The elimination of Diem is the original sin in this book, and as Moyar would have it, of the entire Vietnam War, coloring everything that followed.
Yet even after Diem’s demise, Moyar makes clear that the U.S. still had many options in 1964 and 1965. Johnson, however, frittered away precious time with “proportionate” responses to the North’s increased belligerence, and the Communists began to take the president at his word that he wanted “no wider war.” Only in July 1965 did he feel forced to make his move. By then, allies like General Marjadi of Indonesia, among others, had urged him along, telling him that “Asia respects power, and has no respect for weakness or for strong people afraid to act.”
Johnson spoke with another general in 1965 — former president Dwight Eisenhower, who gave him prescient advice: “When you go into a place merely to hold sections or enclaves,” he said, “you are paying a price and not winning…. This is a war, and as long as [the North Vietnamese] are putting men down there, my advice is ‘do what you have to do!’” The old general disliked the idea oflimited war, and preferred to “go after the head of the snake instead of the tail.” If the South Vietnamese suffered without Diem, the U.S. sorely missed the guidance of an Eisenhower, whose strength and judgment were not nearly so common as he made them appear.

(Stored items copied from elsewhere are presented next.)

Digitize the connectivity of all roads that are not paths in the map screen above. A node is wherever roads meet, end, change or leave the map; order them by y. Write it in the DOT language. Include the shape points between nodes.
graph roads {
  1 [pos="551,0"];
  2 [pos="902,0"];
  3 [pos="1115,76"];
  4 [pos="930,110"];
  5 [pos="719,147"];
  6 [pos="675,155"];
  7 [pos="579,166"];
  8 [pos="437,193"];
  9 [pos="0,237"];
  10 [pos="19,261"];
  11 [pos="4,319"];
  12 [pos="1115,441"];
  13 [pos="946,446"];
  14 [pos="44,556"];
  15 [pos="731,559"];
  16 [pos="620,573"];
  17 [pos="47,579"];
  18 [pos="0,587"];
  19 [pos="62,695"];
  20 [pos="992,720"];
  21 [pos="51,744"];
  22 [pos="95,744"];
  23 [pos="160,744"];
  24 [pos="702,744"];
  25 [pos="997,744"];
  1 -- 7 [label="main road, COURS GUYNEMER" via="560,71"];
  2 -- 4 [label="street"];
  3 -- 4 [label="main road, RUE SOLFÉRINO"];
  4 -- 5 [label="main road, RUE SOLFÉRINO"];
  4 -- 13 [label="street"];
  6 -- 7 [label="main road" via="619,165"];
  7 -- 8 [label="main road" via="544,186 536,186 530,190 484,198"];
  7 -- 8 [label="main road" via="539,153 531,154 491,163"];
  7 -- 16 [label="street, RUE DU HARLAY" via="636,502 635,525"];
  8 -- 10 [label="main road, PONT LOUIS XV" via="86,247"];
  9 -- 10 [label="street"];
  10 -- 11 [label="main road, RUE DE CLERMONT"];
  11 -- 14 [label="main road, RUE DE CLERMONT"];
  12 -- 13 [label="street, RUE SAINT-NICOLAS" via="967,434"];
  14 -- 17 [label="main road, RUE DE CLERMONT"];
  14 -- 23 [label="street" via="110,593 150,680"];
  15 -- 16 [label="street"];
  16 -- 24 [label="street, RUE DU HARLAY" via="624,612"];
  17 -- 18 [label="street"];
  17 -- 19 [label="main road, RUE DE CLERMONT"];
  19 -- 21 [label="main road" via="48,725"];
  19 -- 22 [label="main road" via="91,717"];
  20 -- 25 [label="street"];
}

Any book with as relentless a catalogue of mistakes as this one invites the question of hindsight. Moyar discusses U.S. reluctance to take more aggressive action against North Vietnam in 1964-65, fearing that it would provoke the Chinese into sending combat forces and create another Korea. Johnson was haunted by Douglas MacArthur’s erroneous prediction that the Chinese would not get into the Korean fighting. Moyar’s scholarship indicates, however, that the Chinese dreaded another Korea even more than the Americans did (emboldened by U.S. timidity, they would eventually send divisions to protect North Vietnam). Johnson’s concerns, Moyar writes, were “based not on real evidence of China’s current intentions and capabilities, but rather on a general fear of history repeating itself and the recognition that an enemy… can react in unpredictable ways.” True enough. But Moyar might have acknowledged history’s tragic dimension by noting the difficulty of making high-stakes judgments in real time, hindered by imperfect information and painful memories of the recent past.
In our own time, of course, Vietnam is the painful recent past, and the orthodox view has colored many interpretations of our current difficulties in Iraq. It is unlikely Vietnam can teach us much, though, if our understanding of the conflict is still so incomplete. Orthodox Vietnam historians, Moyar writes, tend to dismiss revisionists as politically motivated, since the issues surrounding the war, in their view, have long since been settled. The New York Times has not reviewed Moyar’s book, even though it is a major work that makes clear that this is not the case. Triumph Forsaken throws down a mighty challenge to orthodox historians; they should engage Moyar instead of ignoring him. As they ought to know, truth is its own reward, but it can also be damn practical.